EXERCISE DETAILS: Pull each line containing "leave" out of the data and copy it.

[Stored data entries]
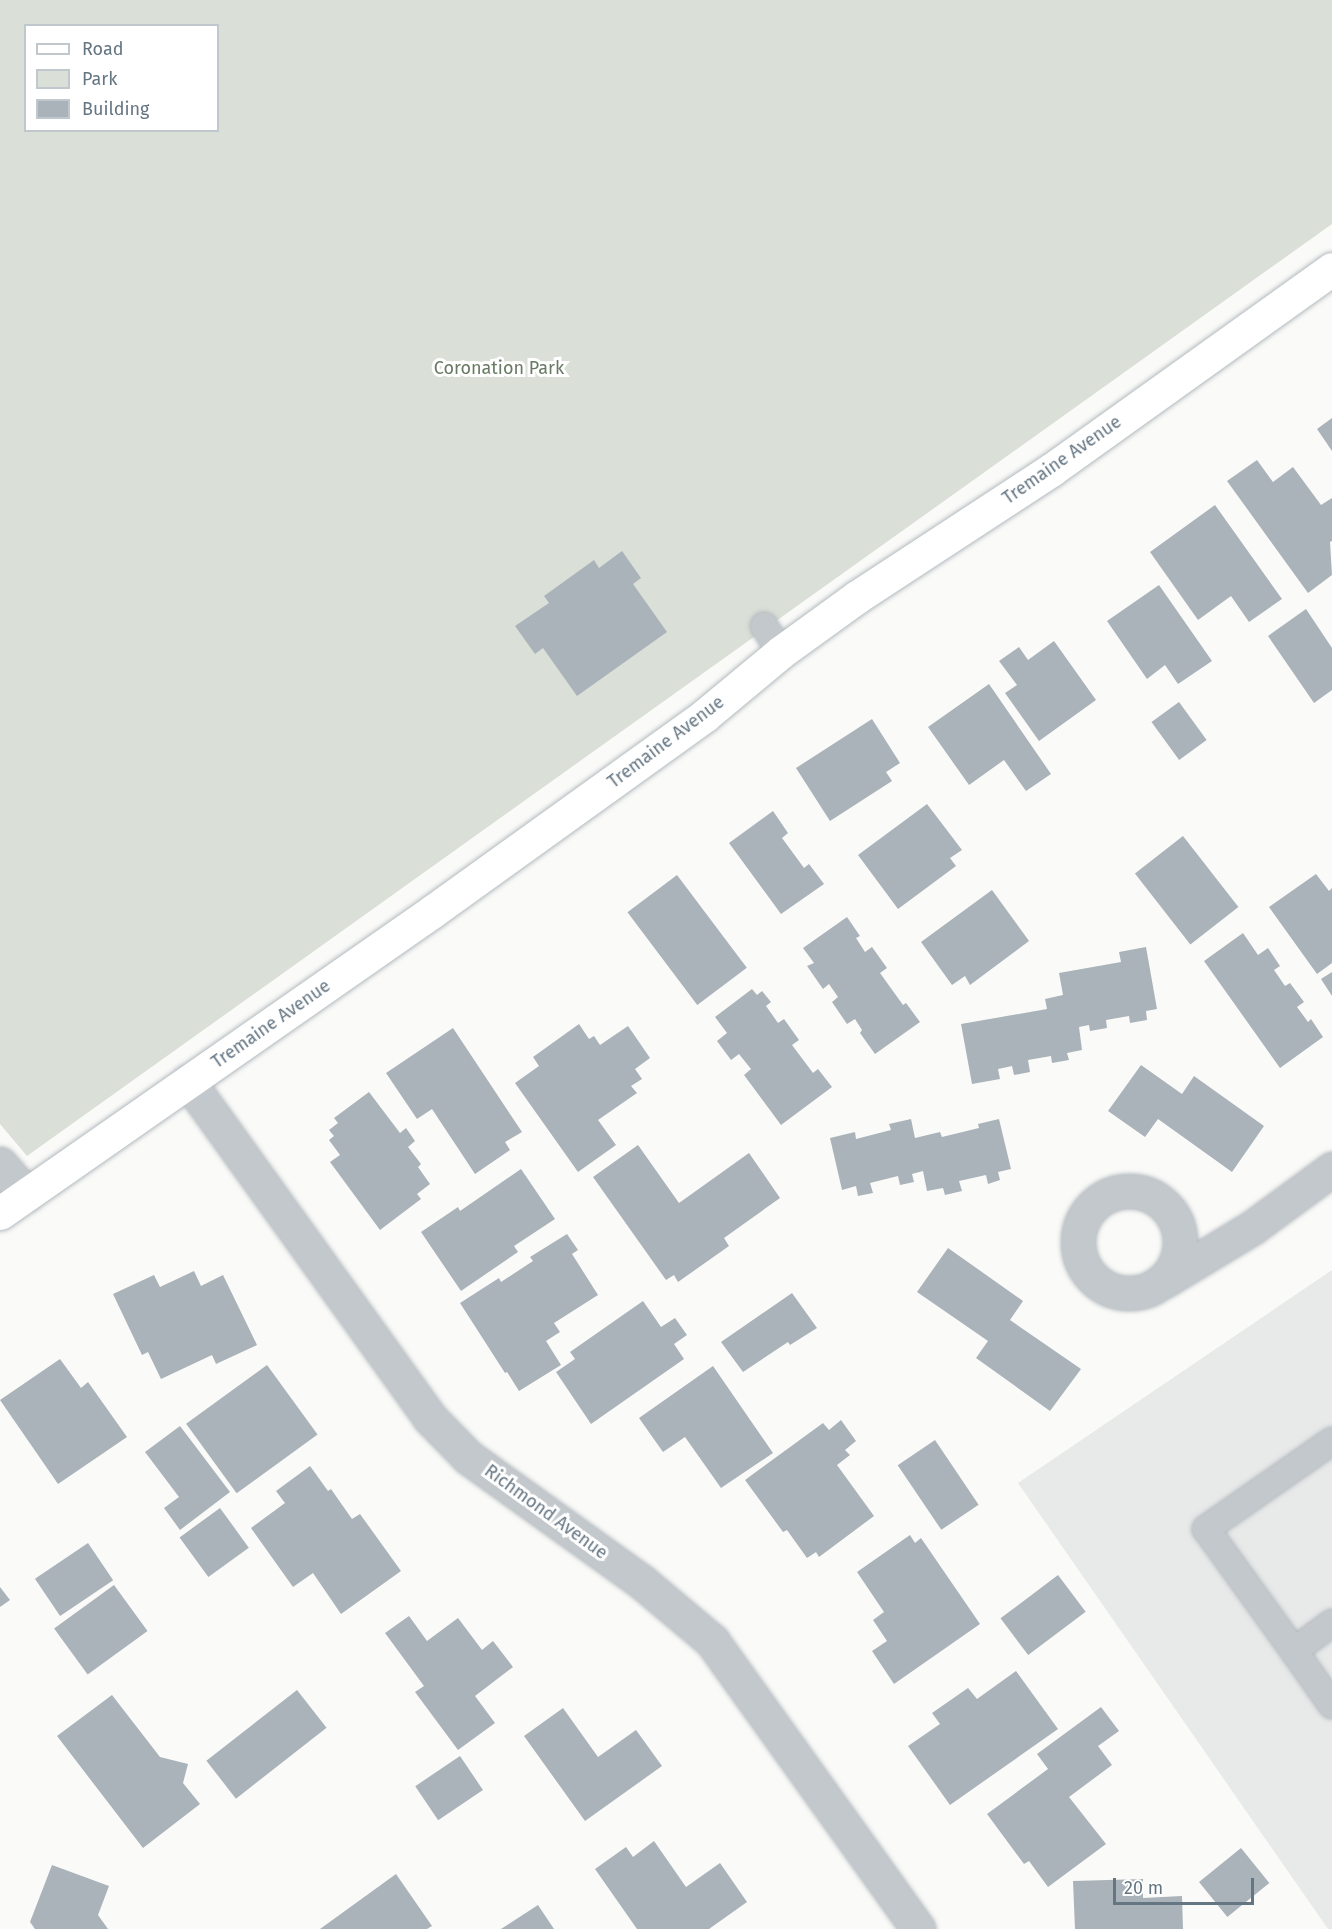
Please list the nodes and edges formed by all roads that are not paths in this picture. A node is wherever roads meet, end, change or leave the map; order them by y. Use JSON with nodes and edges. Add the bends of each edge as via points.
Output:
{"nodes":[{"id":1,"x":1332,"y":269,"type":"edge"},
{"id":2,"x":188,"y":1081,"type":"junction"},
{"id":3,"x":0,"y":1164,"type":"edge"},
{"id":4,"x":1332,"y":1168,"type":"edge"},
{"id":5,"x":27,"y":1195,"type":"junction"},
{"id":6,"x":0,"y":1214,"type":"edge"},
{"id":7,"x":1179,"y":1227,"type":"junction"},
{"id":8,"x":1253,"y":1227,"type":"junction"},
{"id":9,"x":1156,"y":1286,"type":"junction"},
{"id":10,"x":1332,"y":1441,"type":"edge"},
{"id":11,"x":1332,"y":1623,"type":"edge"},
{"id":12,"x":1294,"y":1651,"type":"junction"},
{"id":13,"x":1332,"y":1705,"type":"edge"},
{"id":14,"x":918,"y":1929,"type":"edge"}],
"edges":[{"from":1,"to":2,"type":"main road","name":"Tremaine Avenue","via":[[1052,470],[857,597],[773,639],[704,716]]},
{"from":2,"to":5,"type":"main road","name":"Tremaine Avenue"},
{"from":2,"to":14,"type":"street","name":"Richmond Avenue","via":[[429,1417],[468,1457],[642,1582],[712,1641]]},
{"from":3,"to":5,"type":"street"},
{"from":4,"to":8,"type":"street"},
{"from":5,"to":6,"type":"main road","name":"Tremaine Avenue"},
{"from":7,"to":8,"type":"street","via":[[1221,1235]]},
{"from":7,"to":9,"type":"street","via":[[1178,1260]]},
{"from":7,"to":9,"type":"street","via":[[1159,1200],[1127,1190],[1096,1203],[1078,1232],[1080,1257],[1093,1279],[1124,1293],[1140,1293]]},
{"from":8,"to":9,"type":"street"},
{"from":10,"to":12,"type":"lane","via":[[1206,1529]]},
{"from":11,"to":12,"type":"lane"},
{"from":12,"to":13,"type":"lane"}]}
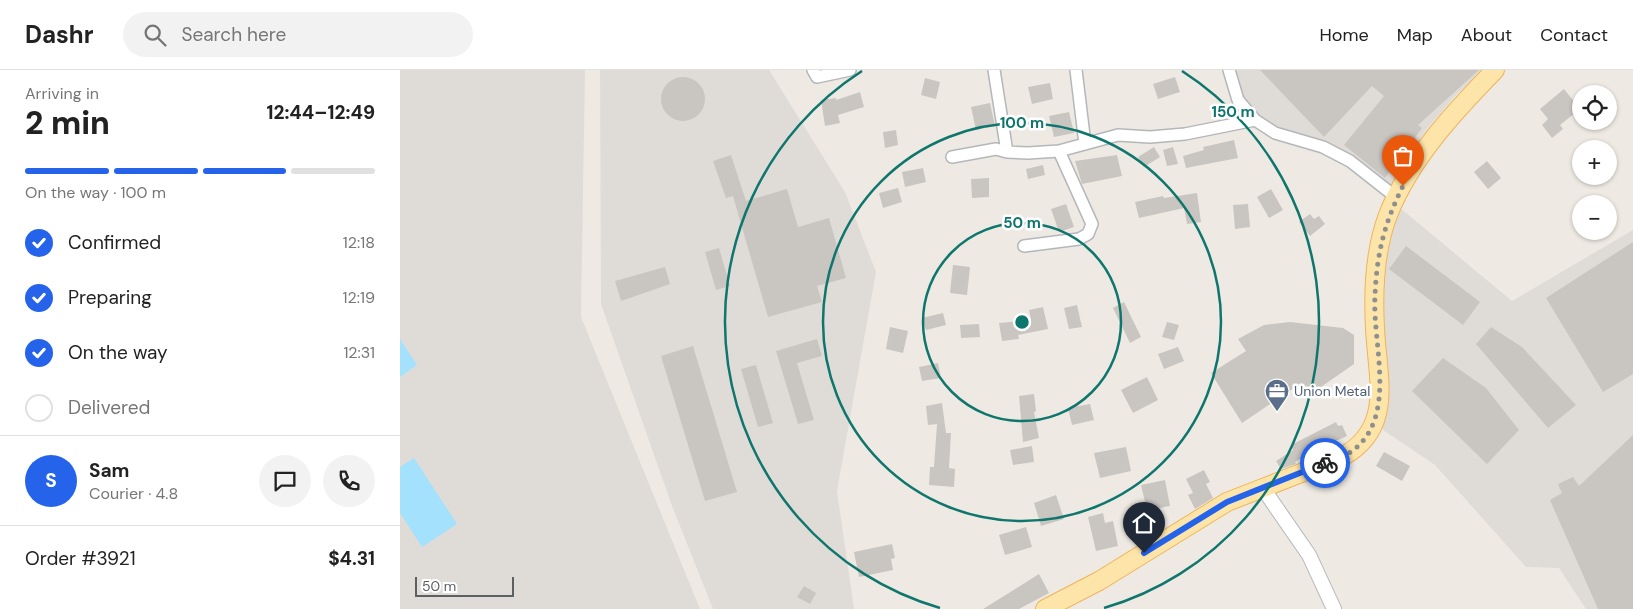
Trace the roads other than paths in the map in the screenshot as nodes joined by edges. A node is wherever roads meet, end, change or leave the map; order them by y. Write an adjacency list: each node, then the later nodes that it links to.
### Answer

SOLUTION FOR THIS PROBLEM:
Please list the nodes and edges formed by all roads that are not paths in this picture. A node is wherever roads meet, end, change or leave the map; order them by y. Use JSON with nodes and edges. Add the bends of each edge as via points.
Trace the roads other than paths in the map in the screenshot as nodes joined by edges. A node is wherever roads meet, end, change or leave the map; order them by y. Write an adjacency list: each node, then the later nodes that it links to.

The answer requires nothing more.